**Your instructions:** Review the material line by line. Identify and copy every line that contains the string "hand".

**Supplied data:**
━━━━━━
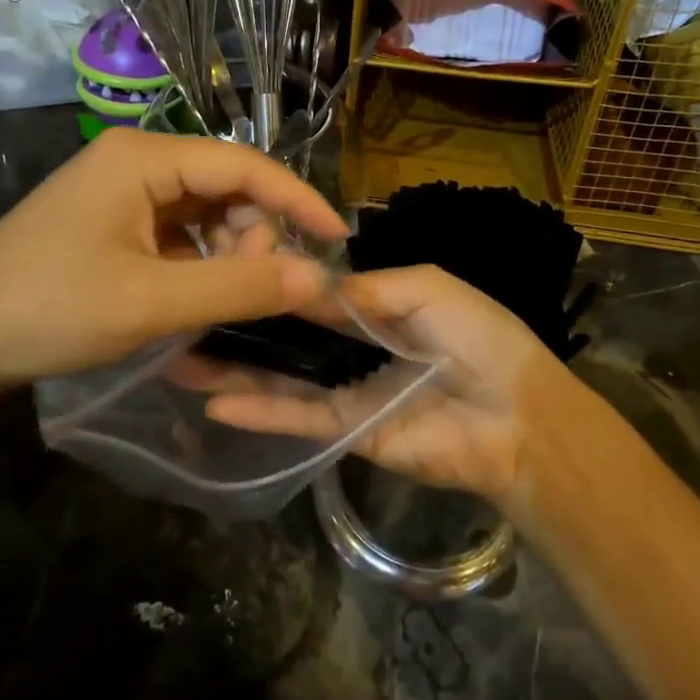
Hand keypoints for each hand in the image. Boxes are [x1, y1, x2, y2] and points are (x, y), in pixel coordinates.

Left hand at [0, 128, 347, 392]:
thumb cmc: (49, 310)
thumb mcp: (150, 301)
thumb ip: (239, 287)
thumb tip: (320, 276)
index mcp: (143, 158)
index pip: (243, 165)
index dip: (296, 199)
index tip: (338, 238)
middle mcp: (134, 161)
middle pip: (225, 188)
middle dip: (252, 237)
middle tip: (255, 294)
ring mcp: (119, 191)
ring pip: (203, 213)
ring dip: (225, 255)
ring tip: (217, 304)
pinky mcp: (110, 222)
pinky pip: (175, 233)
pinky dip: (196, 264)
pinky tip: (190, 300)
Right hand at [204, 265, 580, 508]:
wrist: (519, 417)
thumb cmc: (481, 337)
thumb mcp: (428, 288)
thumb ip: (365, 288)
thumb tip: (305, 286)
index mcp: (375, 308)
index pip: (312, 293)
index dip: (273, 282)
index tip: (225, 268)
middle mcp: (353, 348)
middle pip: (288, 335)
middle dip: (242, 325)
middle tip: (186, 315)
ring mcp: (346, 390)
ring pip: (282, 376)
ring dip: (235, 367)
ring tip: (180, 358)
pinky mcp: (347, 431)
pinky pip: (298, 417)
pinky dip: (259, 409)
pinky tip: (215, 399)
━━━━━━
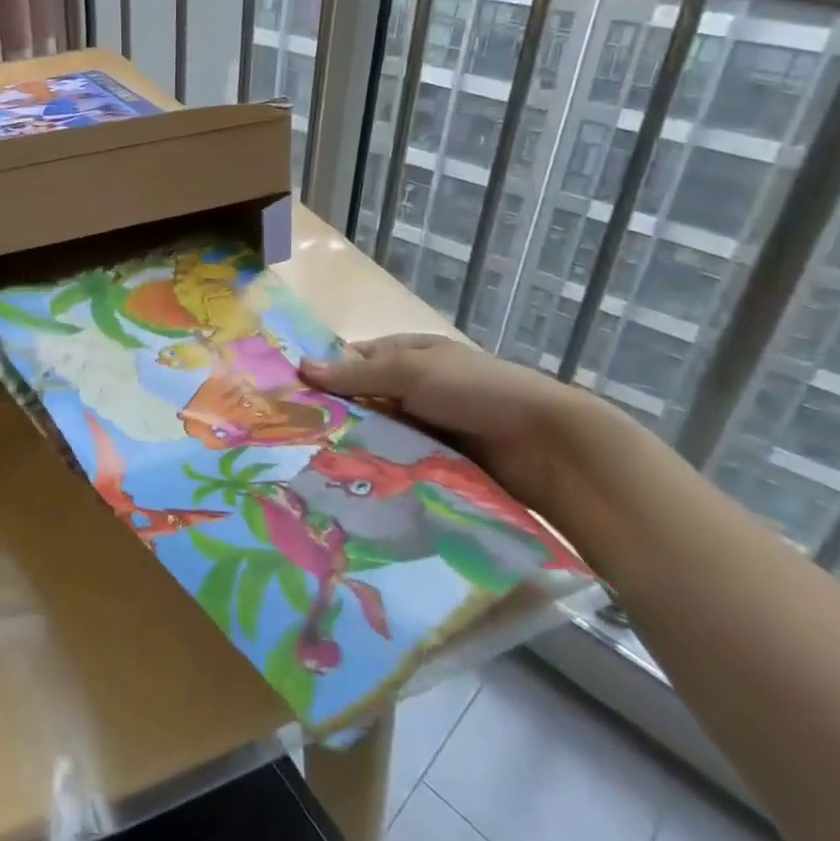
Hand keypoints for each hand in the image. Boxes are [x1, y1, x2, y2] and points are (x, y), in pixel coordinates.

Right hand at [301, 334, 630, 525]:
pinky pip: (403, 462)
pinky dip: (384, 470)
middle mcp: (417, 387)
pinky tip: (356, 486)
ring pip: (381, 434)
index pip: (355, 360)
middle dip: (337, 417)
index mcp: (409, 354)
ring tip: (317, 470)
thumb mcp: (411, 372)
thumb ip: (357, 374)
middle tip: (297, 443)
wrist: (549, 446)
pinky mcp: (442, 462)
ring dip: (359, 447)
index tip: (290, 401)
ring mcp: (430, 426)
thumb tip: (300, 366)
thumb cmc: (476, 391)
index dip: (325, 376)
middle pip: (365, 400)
━━━━━━
**Output of the exercise:**
Hand keypoints for each hand in the image. Boxes are [x1, y1, x2, y2] and points are (x, y), in pixel coordinates.
Left hand at [0, 128, 347, 392]:
Right hand at [204, 265, 580, 508]:
Hand keypoints for each hand in the image. Boxes are [x1, y1, x2, y2] and points are (x, y), in pixel coordinates.
Right hand at [301, 334, 630, 525]:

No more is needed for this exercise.